When Robber Baron Bartholomew Bogue (Peter Sarsgaard; Green Lantern) decides to take over the Midwestern town of Rose Creek, he drives out the resident farmers in order to mine for gold. Wreaking havoc on the townspeople, Bogue's henchmen will shoot anyone who gets in their way. Emma Cullen (Haley Bennett; Hardcore Henry), widowed by Bogue, seeking justice and revenge hires Warrant Officer Chisolm (Denzel Washington; The Equalizer) to fight Bogue and reclaim her town.
Chisolm, harboring motives of his own, decides to take the job but feels it necessary to hire others to assist him. He wrangles a group of bounty hunters, gamblers and hired guns to take on the Robber Baron and free Rose Creek. With 6 men by his side he trains the townspeople to fight and devices a plan to beet Bogue's "army" of mercenaries. Ultimately good triumphs over evil but not without sacrifice.
One of the terrific things about this remake is the cast.

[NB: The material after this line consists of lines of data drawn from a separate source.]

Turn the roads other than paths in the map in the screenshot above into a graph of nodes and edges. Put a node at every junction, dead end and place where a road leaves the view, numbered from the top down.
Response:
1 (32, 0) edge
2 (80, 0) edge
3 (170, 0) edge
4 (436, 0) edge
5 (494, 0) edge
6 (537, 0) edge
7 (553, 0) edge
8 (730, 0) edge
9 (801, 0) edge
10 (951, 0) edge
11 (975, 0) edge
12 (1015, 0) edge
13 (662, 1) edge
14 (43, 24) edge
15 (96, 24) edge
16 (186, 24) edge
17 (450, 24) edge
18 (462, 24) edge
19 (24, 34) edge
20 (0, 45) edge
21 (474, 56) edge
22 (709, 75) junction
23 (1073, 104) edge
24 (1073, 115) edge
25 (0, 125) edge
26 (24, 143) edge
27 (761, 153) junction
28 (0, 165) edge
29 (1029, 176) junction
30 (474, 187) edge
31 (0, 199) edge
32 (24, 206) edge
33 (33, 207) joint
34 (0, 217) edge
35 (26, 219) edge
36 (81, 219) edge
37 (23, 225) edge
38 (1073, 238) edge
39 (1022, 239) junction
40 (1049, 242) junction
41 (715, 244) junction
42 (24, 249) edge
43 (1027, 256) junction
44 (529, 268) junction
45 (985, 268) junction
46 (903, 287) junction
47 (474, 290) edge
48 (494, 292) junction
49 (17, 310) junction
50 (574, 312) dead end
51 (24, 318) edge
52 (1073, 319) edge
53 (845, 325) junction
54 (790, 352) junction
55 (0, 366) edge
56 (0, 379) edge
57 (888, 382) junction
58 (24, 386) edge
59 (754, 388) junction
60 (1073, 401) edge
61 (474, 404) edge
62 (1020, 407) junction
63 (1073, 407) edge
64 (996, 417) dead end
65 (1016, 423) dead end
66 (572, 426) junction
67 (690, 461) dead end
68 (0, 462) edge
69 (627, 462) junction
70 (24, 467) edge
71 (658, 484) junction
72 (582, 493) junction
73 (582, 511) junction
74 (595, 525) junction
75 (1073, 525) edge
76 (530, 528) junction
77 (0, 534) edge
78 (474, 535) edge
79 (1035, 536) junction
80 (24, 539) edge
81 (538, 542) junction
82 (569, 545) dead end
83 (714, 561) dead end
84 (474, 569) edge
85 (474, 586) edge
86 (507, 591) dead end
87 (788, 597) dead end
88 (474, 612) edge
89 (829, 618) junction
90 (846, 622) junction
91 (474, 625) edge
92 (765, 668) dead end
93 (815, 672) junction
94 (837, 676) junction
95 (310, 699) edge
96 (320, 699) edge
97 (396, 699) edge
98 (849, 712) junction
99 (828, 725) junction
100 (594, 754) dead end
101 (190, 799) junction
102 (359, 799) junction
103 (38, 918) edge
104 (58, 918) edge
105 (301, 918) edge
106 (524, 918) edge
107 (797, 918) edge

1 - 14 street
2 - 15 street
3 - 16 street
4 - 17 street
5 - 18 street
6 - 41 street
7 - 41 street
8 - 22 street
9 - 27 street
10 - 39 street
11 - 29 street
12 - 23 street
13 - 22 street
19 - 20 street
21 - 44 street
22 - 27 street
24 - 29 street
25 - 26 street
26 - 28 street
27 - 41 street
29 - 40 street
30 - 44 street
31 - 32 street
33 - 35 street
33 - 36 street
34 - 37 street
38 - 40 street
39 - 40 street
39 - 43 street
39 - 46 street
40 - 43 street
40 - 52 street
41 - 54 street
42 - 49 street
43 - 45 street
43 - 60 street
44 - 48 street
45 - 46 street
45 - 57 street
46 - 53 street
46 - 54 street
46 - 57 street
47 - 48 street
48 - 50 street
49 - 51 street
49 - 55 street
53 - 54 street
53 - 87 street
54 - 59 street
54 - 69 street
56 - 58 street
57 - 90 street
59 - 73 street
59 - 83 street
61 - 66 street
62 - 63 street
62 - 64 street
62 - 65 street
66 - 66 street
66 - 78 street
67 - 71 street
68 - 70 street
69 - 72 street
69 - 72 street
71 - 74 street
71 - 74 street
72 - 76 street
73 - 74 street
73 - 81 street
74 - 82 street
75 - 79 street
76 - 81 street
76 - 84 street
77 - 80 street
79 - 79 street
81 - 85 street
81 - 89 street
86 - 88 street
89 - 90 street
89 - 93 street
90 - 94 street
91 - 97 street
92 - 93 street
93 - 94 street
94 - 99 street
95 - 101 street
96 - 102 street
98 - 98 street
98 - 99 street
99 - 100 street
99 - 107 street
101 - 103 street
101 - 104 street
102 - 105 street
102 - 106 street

Washington is powerful as Chisolm a man with an awkward sense of morals but who commands attention when he walk in a room, or a saloon as the case maybe. Chris Pratt (Guardians of the Galaxy) as Josh Faraday adds the right amount of comedy to make for some truly funny moments but there were times I was reminded of his Jurassic World performance. Vincent D'Onofrio (Jurassic World) and Ethan Hawke (Before Sunset) both stood out among a stellar cast and Sarsgaard and Bennett hold their own nicely in this ensemble.

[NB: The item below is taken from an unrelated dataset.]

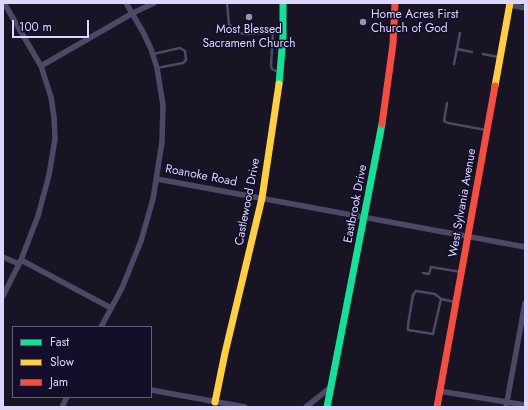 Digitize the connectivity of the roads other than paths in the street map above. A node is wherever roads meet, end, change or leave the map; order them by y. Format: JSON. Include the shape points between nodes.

Other enjoyable portions of the film include the cinematography and soundtrack. Shot in portions of Arizona, the scenery is magnificent and makes me want to book my next vacation across the country. The majestic mountain bluffs are a panoramically pleasing backdrop for the action occurring in the valley below. Accentuating the beautiful pictures is James Horner's (Avatar) last soundtrack. With its bold percussion, it helps set the scene nicely and reminds you of a talent gone too soon.

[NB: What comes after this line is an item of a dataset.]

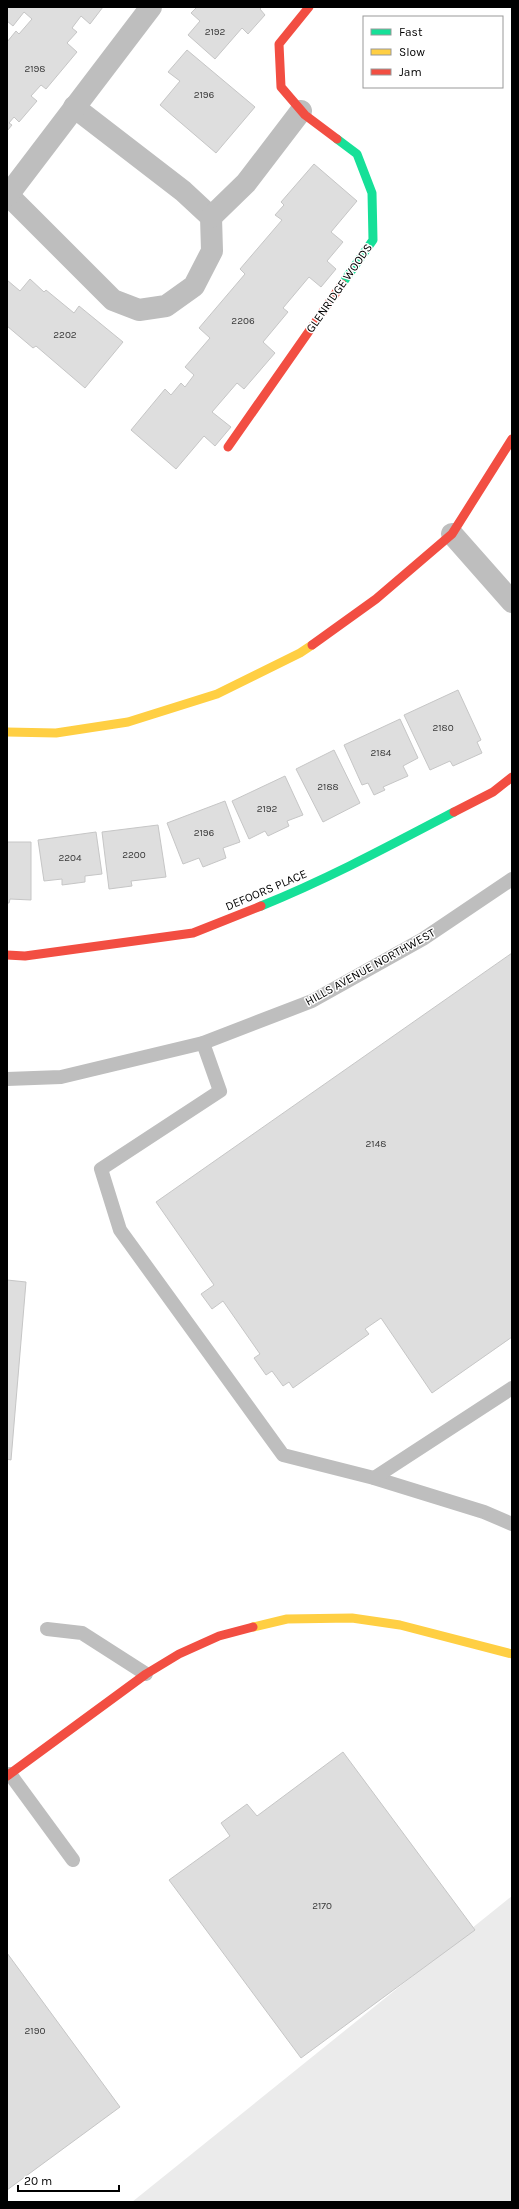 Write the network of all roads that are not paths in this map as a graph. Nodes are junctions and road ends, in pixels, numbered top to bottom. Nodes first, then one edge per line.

While I'm not sure the remake lives up to the original (they rarely do), it is an entertaining film with a mix of action, drama and comedy. It also includes the longest shootout I've ever seen, but I'm told the original did as well so I guess that stayed true to the 1960 version. Fans of a good old fashioned western or fans of a really good gun shootout with explosions thrown in will be happy with this movie.
I found it entertaining and I really enjoyed the cast, the script and the landscape. I did find the Native American portrayal somewhat stilted, but not necessarily due to any fault of Martin Sensmeier (Salem) so much as the lack of screen time necessary to more fully develop the character. I also think they made D'Onofrio's Jack Horne incomplete as they started to tell his story then left the audience to wonder about the ending of his tale. What happened to his wife and children, I wonder? What made him such a religious man? The choreographed fight scenes were well done, however, and I feel the cast pulled them off nicely.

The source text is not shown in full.